AAV-PHP.eB Has Higher Transduction Efficacy Than AAV9 after i.v. Injection in C57BL/6J Mice
To validate previous findings, we then injected AAV9 and AAV-PHP.eB into the lateral tail vein of adult C57BL/6J mice. Transduction with AAV9 was minimal because there was very little GFP expression anywhere in the brain (Figures 3A–3D). Conversely, transduction of all brain areas with AAV-PHP.eB could be seen by tdTomato expression, including across the cortex (Figure 3B), with higher transduction in cells of layers IV–V and hippocampus (Figure 3C), particularly subregion CA2. There was also strong transduction in thalamus, cerebellum, brainstem and olfactory bulb glomerular, external plexiform, and internal plexiform layers (Figures 3A and 3D).
Figure 3.
AAV-PHP.eB Gives Higher Cell Transduction Than AAV9 in C57BL/6J, but Not B6C3, Mice after Intravenous (i.v.) Injection
(A) Representative whole-brain images of native tdTom (PHP.eB) and GFP (AAV9) fluorescence after 30 days of expression. (B–D) Representative images of native transgene fluorescence (green) and DAPI staining (magenta) in the somatosensory cortex (B), hippocampus (C), and olfactory bulb (D). (E) The percentage of DAPI+ cells that were transduced by AAV-PHP.eB or AAV9 in the cortex and hippocampus of C57BL/6J and B6C3 mice. (F) The proportion of NeuN+ versus NeuN− cells transduced by AAV-PHP.eB or AAV9 in the cortex and hippocampus in C57BL/6J mice. For quantification: n = 9 mice in the C57BL/6J group, n = 4 mice in the B6C3 group, mean ± SEM; paired two-tailed t tests (∗∗∗∗p < 0.0001, ∗∗∗p < 0.001, ∗p < 0.05). Scale bars: 2,000 μm (A); 200 μm (B and C); 500 μm (D).
AAV-PHP.eB transduced significantly more DAPI+ cells than AAV9 in the cortex (12.0% ± 1.9% versus 0.2% ± 0.1% DAPI+ cells, paired t(8) = 18.6; p < 0.0001) and the hippocampus (7.4% ± 1.6% versus 0.10% ± 0.03% DAPI+ cells, paired t(8) = 13.6; p < 0.0001) (Figure 3E). AAV-PHP.eB also transduced a significantly larger proportion of NeuN+ cells than AAV9, in both the cortex (0.83 ± 0.08 versus 0.43 ± 0.17, paired t(8) = 6.5; p = 0.0002) and the hippocampus (0.87 ± 0.07 versus 0.61 ± 0.25, paired t(8) = 3.1; p = 0.014) (Figure 3F).
AAV-PHP.eB Is Not CNS Permissive in B6C3 Mice
Because previous studies had indicated that AAV-PHP.eB is not CNS permissive in all mouse strains, we wanted to also assess the efficacy of AAV-PHP.eB compared with AAV9 in the B6C3 strain of mouse.
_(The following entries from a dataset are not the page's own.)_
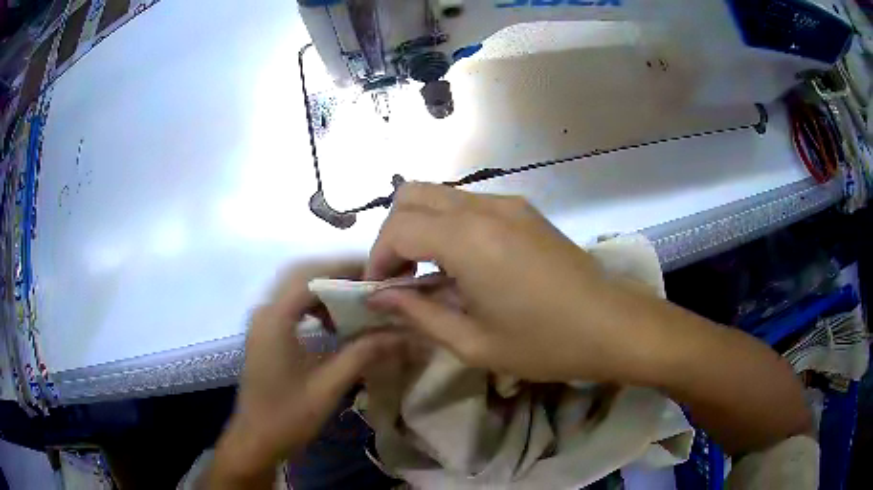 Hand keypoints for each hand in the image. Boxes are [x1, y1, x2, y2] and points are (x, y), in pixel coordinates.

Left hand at [204, 261, 403, 488]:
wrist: (255, 440)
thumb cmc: (288, 416)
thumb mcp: (329, 386)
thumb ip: (364, 354)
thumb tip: (402, 333)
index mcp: (275, 318)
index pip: (312, 276)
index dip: (346, 270)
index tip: (378, 275)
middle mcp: (265, 311)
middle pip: (302, 275)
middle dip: (338, 275)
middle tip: (371, 285)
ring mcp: (262, 321)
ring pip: (296, 288)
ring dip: (326, 290)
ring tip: (357, 302)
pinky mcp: (264, 333)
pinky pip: (291, 305)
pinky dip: (314, 305)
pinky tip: (333, 323)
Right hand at [365, 183, 656, 382]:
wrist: (613, 325)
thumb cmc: (545, 344)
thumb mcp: (474, 342)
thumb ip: (419, 313)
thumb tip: (379, 296)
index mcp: (468, 240)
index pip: (398, 228)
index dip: (378, 258)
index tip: (381, 290)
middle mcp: (484, 208)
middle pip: (412, 195)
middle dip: (394, 234)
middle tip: (401, 277)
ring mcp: (509, 204)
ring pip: (441, 195)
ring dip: (422, 227)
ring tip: (431, 274)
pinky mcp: (525, 211)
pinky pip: (470, 205)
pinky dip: (450, 226)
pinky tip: (464, 265)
This strain is commonly used as a background for transgenic disease models and had not previously been tested for AAV-PHP.eB CNS permissiveness. We therefore injected 1 × 1011 vector genomes (vg) each of single-stranded AAV9 (ssAAV9)-CB7-EGFP and ssAAV-PHP.eB-CAG-tdTomato into the lateral tail vein of adult B6C3 mice, and analyzed GFP and tdTomato expression in the brain 30 days post-injection. Unlike in the C57BL/6J mice, both AAV9 and AAV-PHP.eB transduced very few cells across the brain (Figures 3A–3D), and AAV-PHP.eB was no more effective at transducing the brain than AAV9 in the cortex or the hippocampus (Figure 3E).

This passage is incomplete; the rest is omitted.